Segment Start: Records

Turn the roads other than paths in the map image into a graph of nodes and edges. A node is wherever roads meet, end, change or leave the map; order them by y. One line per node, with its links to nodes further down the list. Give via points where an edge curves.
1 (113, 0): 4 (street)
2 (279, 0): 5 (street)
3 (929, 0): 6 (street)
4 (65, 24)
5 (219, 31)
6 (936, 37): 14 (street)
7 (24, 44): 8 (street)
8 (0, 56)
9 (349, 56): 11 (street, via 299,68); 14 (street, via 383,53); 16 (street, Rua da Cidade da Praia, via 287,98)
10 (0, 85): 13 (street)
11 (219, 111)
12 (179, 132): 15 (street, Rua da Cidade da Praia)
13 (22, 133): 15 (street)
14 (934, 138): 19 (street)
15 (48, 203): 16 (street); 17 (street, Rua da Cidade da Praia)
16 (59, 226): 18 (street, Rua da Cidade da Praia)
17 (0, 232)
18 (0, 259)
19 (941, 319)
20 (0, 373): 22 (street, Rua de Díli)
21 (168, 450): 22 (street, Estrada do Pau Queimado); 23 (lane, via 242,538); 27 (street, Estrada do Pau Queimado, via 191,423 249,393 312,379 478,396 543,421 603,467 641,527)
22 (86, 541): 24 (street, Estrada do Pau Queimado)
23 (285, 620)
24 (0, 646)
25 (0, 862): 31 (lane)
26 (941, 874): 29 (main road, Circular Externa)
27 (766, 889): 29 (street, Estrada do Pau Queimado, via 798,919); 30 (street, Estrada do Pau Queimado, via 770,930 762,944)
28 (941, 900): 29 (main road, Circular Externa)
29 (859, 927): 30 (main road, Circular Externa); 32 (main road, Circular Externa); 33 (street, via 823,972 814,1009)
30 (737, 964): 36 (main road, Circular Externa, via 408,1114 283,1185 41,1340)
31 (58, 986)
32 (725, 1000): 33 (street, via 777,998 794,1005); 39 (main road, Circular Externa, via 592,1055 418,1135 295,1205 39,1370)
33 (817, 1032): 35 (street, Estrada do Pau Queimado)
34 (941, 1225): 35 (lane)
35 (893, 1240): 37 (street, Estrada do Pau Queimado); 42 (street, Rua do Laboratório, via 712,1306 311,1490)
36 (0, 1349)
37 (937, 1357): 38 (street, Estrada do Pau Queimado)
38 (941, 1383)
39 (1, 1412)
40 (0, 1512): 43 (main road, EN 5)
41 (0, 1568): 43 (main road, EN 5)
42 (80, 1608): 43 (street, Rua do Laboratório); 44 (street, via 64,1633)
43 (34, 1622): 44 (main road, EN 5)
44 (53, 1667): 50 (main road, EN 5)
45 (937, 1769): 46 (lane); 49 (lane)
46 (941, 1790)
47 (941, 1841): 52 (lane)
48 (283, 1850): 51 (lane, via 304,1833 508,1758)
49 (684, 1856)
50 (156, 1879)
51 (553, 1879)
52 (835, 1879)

Segment End: Records

Required work: Please repeat the whole listing above, keeping every line exactly as it reads.

Exercise response:
Turn the roads other than paths in the map image into a graph of nodes and edges. A node is wherever roads meet, end, change or leave the map; order them by y. One line per node, with its links to nodes further down the list. Give via points where an edge curves.
1 (113, 0): 4 (street)
2 (279, 0): 5 (street)
3 (929, 0): 6 (street)
4 (65, 24)
5 (219, 31)
6 (936, 37): 14 (street)
7 (24, 44): 8 (street)
8 (0, 56)
9 (349, 56): 11 (street, via 299,68); 14 (street, via 383,53); 16 (street, Rua da Cidade da Praia, via 287,98)
10 (0, 85): 13 (street)
11 (219, 111)
12 (179, 132): 15 (street, Rua da Cidade da Praia)
13 (22, 133): 15 (street)
14 (934, 138): 19 (street)
15 (48, 203): 16 (street); 17 (street, Rua da Cidade da Praia)
16 (59, 226): 18 (street, Rua da Cidade da Praia)
17 (0, 232)
18 (0, 259)
19 (941, 319)
20 (0, 373): 22 (street, Rua de Díli)
21 (168, 450): 22 (street, Estrada do Pau Queimado); 23 (lane, via 242,538); 27 (street, Estrada do Pau Queimado, via 191,423 249,393 312,379 478,396 543,421 603,467 641,527)
22 (86, 541): 24 (street, Estrada do Pau Queimado)
23 (285, 620)
24 (0, 646)
25 (0, 862): 31 (lane)
26 (941, 874): 29 (main road, Circular Externa)
27 (766, 889): 29 (street, Estrada do Pau Queimado, via 798,919); 30 (street, Estrada do Pau Queimado, via 770,930 762,944)
28 (941, 900): 29 (main road, Circular Externa)
29 (859, 927): 30 (main road, Circular Externa); 32 (main road, Circular Externa); 33 (street, via 823,972 814,1009)
30 (737, 964): 36 (main road, Circular Externa, via 408,1114 283,1185 41,1340)
31 (58, 986)
32 (725, 1000): 33 (street, via 777,998 794,1005); 39 (main road, Circular Externa, via 592,1055 418,1135 295,1205 39,1370)
33 (817, 1032): 35 (street, Estrada do Pau Queimado)
34 (941, 1225): 35 (lane)
35 (893, 1240): 37 (street, Estrada do Pau Queimado); 42 (street, Rua do Laboratório, via 712,1306 311,1490)
36 (0, 1349)
37 (937, 1357): 38 (street, Estrada do Pau Queimado)
38 (941, 1383)
39 (1, 1412)
40 (0, 1512): 43 (main road, EN 5)
41 (0, 1568): 43 (main road, EN 5)
42 (80, 1608): 43 (street, Rua do Laboratório); 44 (street, via 64,1633)
43 (34, 1622): 44 (main road, EN 5)
44 (53, 1667): 50 (main road, EN 5)
45 (937, 1769): 46 (lane); 49 (lane)
46 (941, 1790)
47 (941, 1841): 52 (lane)
48 (283, 1850): 51 (lane, via 304,1833 508,1758)
49 (684, 1856)
50 (156, 1879)
51 (553, 1879)
52 (835, 1879)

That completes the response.